---------- The input

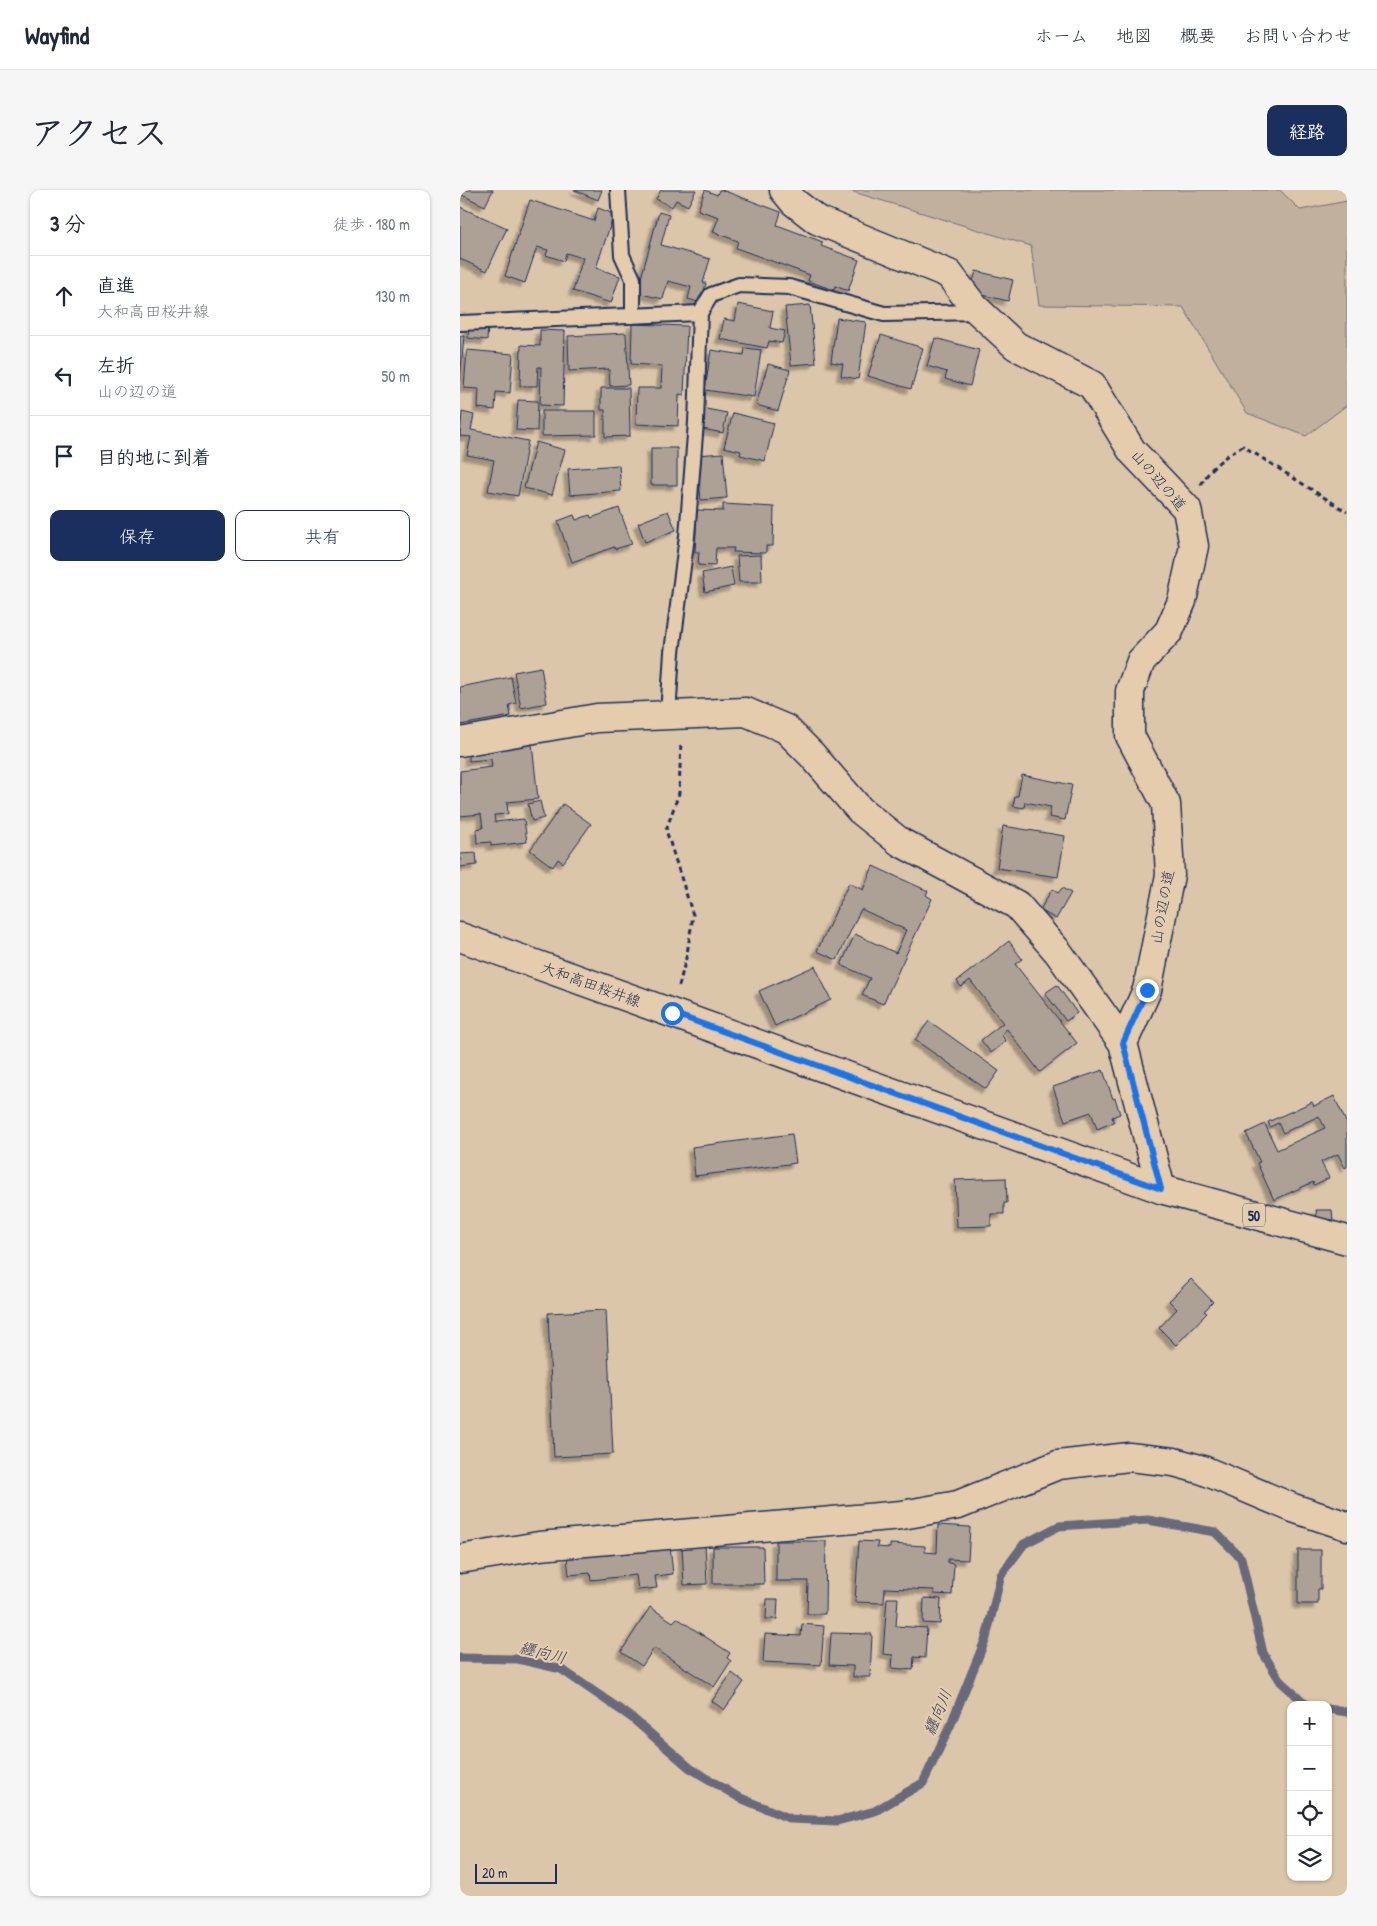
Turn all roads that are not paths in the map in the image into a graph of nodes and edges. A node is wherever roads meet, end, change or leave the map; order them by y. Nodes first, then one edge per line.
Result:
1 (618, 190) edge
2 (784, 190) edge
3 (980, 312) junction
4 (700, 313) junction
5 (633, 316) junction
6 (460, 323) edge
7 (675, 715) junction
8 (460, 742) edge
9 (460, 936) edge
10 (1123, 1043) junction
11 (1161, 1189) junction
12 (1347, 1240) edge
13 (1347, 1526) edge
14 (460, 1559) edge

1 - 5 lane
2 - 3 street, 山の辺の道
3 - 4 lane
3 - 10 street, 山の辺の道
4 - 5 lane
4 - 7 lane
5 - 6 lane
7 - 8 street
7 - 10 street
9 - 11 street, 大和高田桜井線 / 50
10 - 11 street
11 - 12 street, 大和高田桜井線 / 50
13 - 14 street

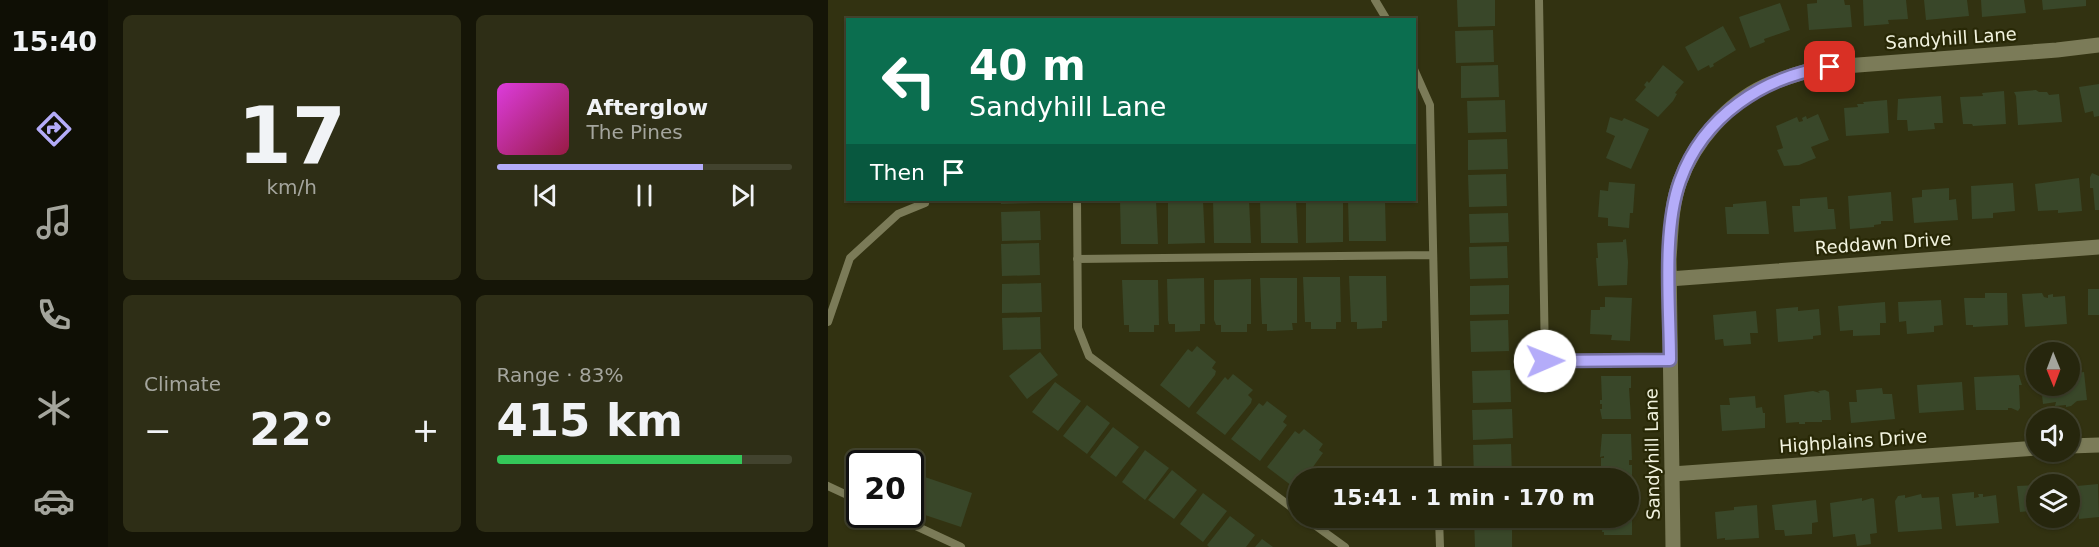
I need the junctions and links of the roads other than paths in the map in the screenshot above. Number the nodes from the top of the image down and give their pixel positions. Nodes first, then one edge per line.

--------------------

Provide only the count of lines in the data above that include the string "then".

Response area: 2